Updating the Routing Position in Adhoc Networks by using Adaptive Position

TL;DR

This paper proposes an Adaptive Position Update (APU) strategy for geographic routing in ad hoc networks, which dynamically adjusts node position updates based on mobility and forwarding patterns to improve routing efficiency and reduce costs.

Contribution

The paper introduces a novel adaptive update mechanism that outperforms periodic beaconing by reducing update costs and enhancing routing performance in geographic ad hoc networks.

Findings

APU significantly reduces position update costs.

APU improves packet delivery ratio and end-to-end delay.

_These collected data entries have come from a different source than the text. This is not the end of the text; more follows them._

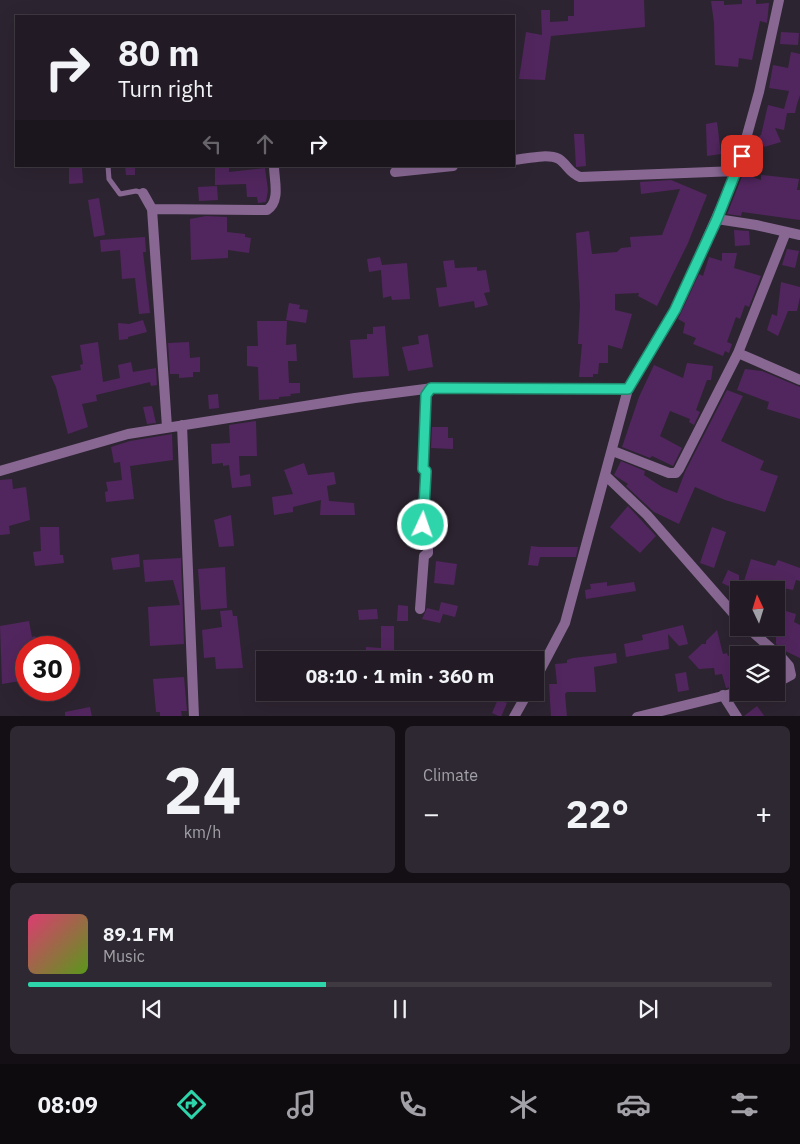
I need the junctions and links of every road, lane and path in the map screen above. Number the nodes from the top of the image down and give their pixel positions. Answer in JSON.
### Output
{"nodes":[{"id":1,"x":780,"y":0,"type":"edge"},
{"id":2,"x":515,"y":160,"type":"edge"},
{"id":3,"x":108,"y":167,"type":"edge"},
{"id":4,"x":274,"y":167,"type":"edge"},
{"id":5,"x":443,"y":167,"type":"edge"},
{"id":6,"x":737,"y":171,"type":"junction"},
{"id":7,"x":395,"y":172,"type":"dead end"},
{"id":8,"x":143,"y":193,"type":"joint"},
{"id":9,"x":152,"y":209,"type":"junction"},
{"id":10,"x":717,"y":219,"type":"junction"},
{"id":11,"x":786,"y":232,"type":"junction"},
{"id":12,"x":800,"y":236,"type":"edge"},
{"id":13,"x":738,"y":353,"type":"junction"},
{"id":14,"x":800,"y":380,"type":"edge"},
{"id":15,"x":431,"y":388,"type":"junction"},
{"id":16,"x":628,"y":389,"type":"junction"},
{"id":17,"x":182,"y":425,"type":"junction"},
{"id":18,"x":167,"y":427,"type":"junction"},
{"id":19,"x":613,"y":450,"type":"junction"},
{"id":20,"x":0,"y":471,"type":"edge"},
{"id":21,"x":606,"y":476,"type":"junction"},
{"id":22,"x":420,"y":610,"type":"dead end"},
{"id":23,"x":730,"y":610,"type":"edge"},
{"id":24,"x":757,"y":636,"type":"edge"},
{"id":25,"x":767,"y":646,"type":"edge"},
{"id":26,"x":785,"y":662,"type":"edge"},
{"id":27,"x":544,"y":663,"type":"edge"},
{"id":28,"x":785,"y":678,"type":"edge"},
{"id":29,"x":730,"y":694,"type":"edge"},
{"id":30,"x":723,"y":695,"type":"junction"},
{"id":31,"x":523,"y":701,"type":"edge"},
{"id":32,"x":194,"y":716,"type":"edge"},
{"id":33,"x":514,"y":716,"type":"edge"},
{"id":34,"x":637,"y":716,"type":"edge"},
{"id":35,"x":737,"y":716,"type":"edge"}],
"edges":[{"from":1,"to":6,"type":"street"},
{"from":2,"to":6,"type":"street"},
{"from":3,"to":8,"type":"lane"},
{"from":4,"to":9,"type":"street"},
{"from":5,"to":7,"type":"street"},
{"from":6,"to":10,"type":"street"},
{"from":8,"to":9,"type":"street"},
{"from":9,"to":18,"type":"street"},
{"from":10,"to":11,"type":"street"},
{"from":10,"to":16,"type":"street"},
{"from":11,"to":12,"type":"street"},
{"from":11,"to":13,"type":"street"},
{"from":13,"to":14,"type":"street"},
{"from":13,"to":19,"type":"street"},
{"from":15,"to":16,"type":"street"},
{"from":15,"to":17,"type":"street"},
{"from":15,"to":22,"type":"street"},
{"from":16,"to":19,"type":"street"},
{"from":17,"to":18,"type":"street"},
{"from":17,"to":32,"type":"street"},
{"from":18,"to":20,"type":"street"},
{"from":19,"to":21,"type":"street"},
{"from":21,"to":23,"type":"street"},
{"from":21,"to":27,"type":"street"},
{"from":24,"to":25,"type":"street"},
{"from":26,"to":28,"type":"street"},
{"from":29,"to":30,"type":"street"},
{"from":30,"to":34,"type":"street"},
{"from":30,"to":35,"type":"street"},
{"from":31,"to":33,"type":"street"}]}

Validation through NS2 simulations confirms effectiveness.

Abstract

In geographic routing, nodes to their instantaneous neighbour call for to maintain up-to-date positions for making successful forwarding decisions. The geographic location coordinates of the nodes by the periodic broadcasting of beacon packets is a trendy method used by the majority geographic routing protocols to preserve neighbour positions. We contend and display that periodic beaconing apart from of the node mobility and traffic patterns in the network is not nice-looking from both update cost and routing recital points of view. We recommend the Adaptive Position Update (APU) strategy for geographic routing, which enthusiastically adjusts the occurrence of position updates based on the mobility dynamics of the nodes and the forwarding patterns in the system. APU is based on two easy principles: 1) nodes whose arrangements are harder to guess update their positions more recurrently (and vice versa), and (ii) nodes faster to forwarding paths update their positions more recurrently (and vice versa). Our speculative analysis, which is validated by NS2 simulations of a well-known geographic routing procedure, Greedy Perimeter Stateless Routing Protocol (GPSR),shows that APU can drastically reduce the update cost and pick up the routing performance in terms of packet delivery ratio and regular end-to-end delay in assessment with periodic beaconing and other recently proposed updating schemes. The benefits of APU are additional confirmed by responsibility evaluations in realistic network scenarios, which account for localization error, practical radio propagation, and sparse system.